**Task directions:** Copy every line of the material below exactly.

**Given records:**
^^^^

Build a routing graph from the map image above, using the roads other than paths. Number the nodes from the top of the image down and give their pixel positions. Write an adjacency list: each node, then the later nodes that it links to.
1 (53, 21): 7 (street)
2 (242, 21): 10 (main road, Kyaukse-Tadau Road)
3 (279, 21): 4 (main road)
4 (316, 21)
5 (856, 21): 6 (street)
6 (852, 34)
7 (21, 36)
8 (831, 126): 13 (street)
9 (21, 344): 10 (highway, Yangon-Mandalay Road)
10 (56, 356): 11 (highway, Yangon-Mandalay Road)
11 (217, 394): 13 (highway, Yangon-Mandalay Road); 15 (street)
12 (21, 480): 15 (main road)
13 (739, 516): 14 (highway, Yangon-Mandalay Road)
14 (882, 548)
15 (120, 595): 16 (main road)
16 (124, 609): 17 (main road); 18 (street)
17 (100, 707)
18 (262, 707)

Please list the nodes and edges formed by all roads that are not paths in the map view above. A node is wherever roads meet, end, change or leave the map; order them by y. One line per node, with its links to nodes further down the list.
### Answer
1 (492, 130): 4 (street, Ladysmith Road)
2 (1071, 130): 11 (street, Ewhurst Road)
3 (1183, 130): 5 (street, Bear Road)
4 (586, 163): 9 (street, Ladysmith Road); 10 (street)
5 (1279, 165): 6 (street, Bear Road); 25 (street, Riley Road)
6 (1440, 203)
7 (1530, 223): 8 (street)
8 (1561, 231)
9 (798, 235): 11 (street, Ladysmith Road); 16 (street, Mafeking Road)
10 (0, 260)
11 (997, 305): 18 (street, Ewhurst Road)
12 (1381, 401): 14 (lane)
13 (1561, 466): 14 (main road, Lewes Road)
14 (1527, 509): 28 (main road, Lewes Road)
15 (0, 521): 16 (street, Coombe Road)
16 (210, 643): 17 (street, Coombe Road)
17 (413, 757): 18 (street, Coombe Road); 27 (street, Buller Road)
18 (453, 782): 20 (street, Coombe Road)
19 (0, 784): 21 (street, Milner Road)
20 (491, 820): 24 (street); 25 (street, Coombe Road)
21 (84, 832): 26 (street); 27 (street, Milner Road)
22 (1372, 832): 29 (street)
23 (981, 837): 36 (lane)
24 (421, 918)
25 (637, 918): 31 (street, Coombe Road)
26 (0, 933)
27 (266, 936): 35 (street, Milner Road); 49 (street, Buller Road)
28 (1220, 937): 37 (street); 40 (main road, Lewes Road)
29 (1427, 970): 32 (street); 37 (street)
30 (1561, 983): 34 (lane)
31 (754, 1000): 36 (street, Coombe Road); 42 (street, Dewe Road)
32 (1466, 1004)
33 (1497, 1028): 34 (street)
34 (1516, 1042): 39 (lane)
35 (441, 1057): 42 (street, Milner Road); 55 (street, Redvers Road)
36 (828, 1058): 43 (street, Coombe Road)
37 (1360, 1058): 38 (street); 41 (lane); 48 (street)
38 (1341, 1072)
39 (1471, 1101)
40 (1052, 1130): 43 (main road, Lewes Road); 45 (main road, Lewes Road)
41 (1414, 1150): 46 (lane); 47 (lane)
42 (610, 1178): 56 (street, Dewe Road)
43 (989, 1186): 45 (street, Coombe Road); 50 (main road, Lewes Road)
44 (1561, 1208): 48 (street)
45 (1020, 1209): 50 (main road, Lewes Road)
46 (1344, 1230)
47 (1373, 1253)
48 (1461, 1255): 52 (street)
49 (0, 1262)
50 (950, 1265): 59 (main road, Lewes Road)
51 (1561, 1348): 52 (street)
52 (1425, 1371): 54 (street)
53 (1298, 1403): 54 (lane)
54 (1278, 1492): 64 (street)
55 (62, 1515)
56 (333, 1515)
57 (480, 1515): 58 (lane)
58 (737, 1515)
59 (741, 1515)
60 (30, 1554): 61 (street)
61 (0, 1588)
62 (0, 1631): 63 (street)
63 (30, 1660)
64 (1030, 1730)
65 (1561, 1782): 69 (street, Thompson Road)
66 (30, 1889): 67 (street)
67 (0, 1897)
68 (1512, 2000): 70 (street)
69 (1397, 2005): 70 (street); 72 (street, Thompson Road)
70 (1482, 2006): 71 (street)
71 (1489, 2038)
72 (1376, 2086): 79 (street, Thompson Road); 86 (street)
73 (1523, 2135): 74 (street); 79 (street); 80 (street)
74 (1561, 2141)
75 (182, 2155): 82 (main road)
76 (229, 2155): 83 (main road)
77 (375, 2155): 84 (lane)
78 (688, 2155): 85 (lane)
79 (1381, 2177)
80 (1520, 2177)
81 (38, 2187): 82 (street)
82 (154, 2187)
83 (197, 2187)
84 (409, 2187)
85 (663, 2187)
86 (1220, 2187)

^^^^

**Task solution:**
Build a routing graph from the map image above, using the roads other than paths. Number the nodes from the top of the image down and give their pixel positions. Write an adjacency list: each node, then the later nodes that it links to.
1 (53, 21): 7 (street)
2 (242, 21): 10 (main road, Kyaukse-Tadau Road)
3 (279, 21): 4 (main road)
4 (316, 21)
5 (856, 21): 6 (street)
6 (852, 34)
7 (21, 36)
8 (831, 126): 13 (street)
9 (21, 344): 10 (highway, Yangon-Mandalay Road)
10 (56, 356): 11 (highway, Yangon-Mandalay Road)
11 (217, 394): 13 (highway, Yangon-Mandalay Road); 15 (street)
12 (21, 480): 15 (main road)
13 (739, 516): 14 (highway, Yangon-Mandalay Road)
14 (882, 548)
15 (120, 595): 16 (main road)
16 (124, 609): 17 (main road); 18 (street)
17 (100, 707)
18 (262, 707)

Please list the nodes and edges formed by all roads that are not paths in the map view above. A node is wherever roads meet, end, change or leave the map; order them by y. One line per node, with its links to nodes further down the list.
### Answer
1 (492, 130): 4 (street, Ladysmith Road)
2 (1071, 130): 11 (street, Ewhurst Road)
3 (1183, 130): 5 (street, Bear Road)
4 (586, 163): 9 (street, Ladysmith Road); 10 (street)
5 (1279, 165): 6 (street, Bear Road); 25 (street, Riley Road)
6 (1440, 203)
7 (1530, 223): 8 (street)
8 (1561, 231)
9 (798, 235): 11 (street, Ladysmith Road); 16 (street, Mafeking Road)
10 (0, 260)
11 (997, 305): 18 (street, Ewhurst Road)
12 (1381, 401): 14 (lane)
13 (1561, 466): 14 (main road, Lewes Road)
14 (1527, 509): 28 (main road, Lewes Road)
15 (0, 521): 16 (street, Coombe Road)
16 (210, 643): 17 (street, Coombe Road)
17 (413, 757): 18 (street, Coombe Road); 27 (street, Buller Road)
18 (453, 782): 20 (street, Coombe Road)
19 (0, 784): 21 (street, Milner Road)
20 (491, 820): 24 (street); 25 (street, Coombe Road)
21 (84, 832): 26 (street); 27 (street, Milner Road)
22 (1372, 832): 29 (street)
23 (981, 837): 36 (lane)
24 (421, 918)
25 (637, 918): 31 (street, Coombe Road)
26 (0, 933)
27 (266, 936): 35 (street, Milner Road); 49 (street, Buller Road)
28 (1220, 937): 37 (street); 40 (main road, Lewes Road)
29 (1427, 970): 32 (street); 37 (street)
30 (1561, 983): 34 (lane)
31 (754, 1000): 36 (street, Coombe Road); 42 (street, Dewe Road)
32 (1466, 1004)
33 (1497, 1028): 34 (street)
34 (1516, 1042): 39 (lane)
35 (441, 1057): 42 (street, Milner Road); 55 (street, Redvers Road)
36 (828, 1058): 43 (street, Coombe Road)
37 (1360, 1058): 38 (street); 41 (lane); 48 (street)
38 (1341, 1072)
39 (1471, 1101)
40 (1052, 1130): 43 (main road, Lewes Road); 45 (main road, Lewes Road)
41 (1414, 1150): 46 (lane); 47 (lane)
42 (610, 1178): 56 (street, Dewe Road)
43 (989, 1186): 45 (street, Coombe Road); 50 (main road, Lewes Road)
44 (1561, 1208): 48 (street)
45 (1020, 1209): 50 (main road, Lewes Road)
46 (1344, 1230)
47 (1373, 1253)
48 (1461, 1255): 52 (street)
49 (0, 1262)
50 (950, 1265): 59 (main road, Lewes Road)
51 (1561, 1348): 52 (street)
52 (1425, 1371): 54 (street)
53 (1298, 1403): 54 (lane)
54 (1278, 1492): 64 (street)
55 (62, 1515)
56 (333, 1515)
57 (480, 1515): 58 (lane)
58 (737, 1515)
59 (741, 1515)
60 (30, 1554): 61 (street)
61 (0, 1588)
62 (0, 1631): 63 (street)
63 (30, 1660)
64 (1030, 1730)
65 (1561, 1782): 69 (street, Thompson Road)
66 (30, 1889): 67 (street)
67 (0, 1897)
68 (1512, 2000): 70 (street)
69 (1397, 2005): 70 (street); 72 (street, Thompson Road)
70 (1482, 2006): 71 (street)
71 (1489, 2038)
72 (1376, 2086): 79 (street, Thompson Road); 86 (street)
73 (1523, 2135): 74 (street); 79 (street); 80 (street)
74 (1561, 2141)
75 (182, 2155): 82 (main road)
76 (229, 2155): 83 (main road)
77 (375, 2155): 84 (lane)
78 (688, 2155): 85 (lane)
79 (1381, 2177)
80 (1520, 2177)
81 (38, 2187): 82 (street)
82 (154, 2187)
83 (197, 2187)
84 (409, 2187)
85 (663, 2187)
86 (1220, 2187)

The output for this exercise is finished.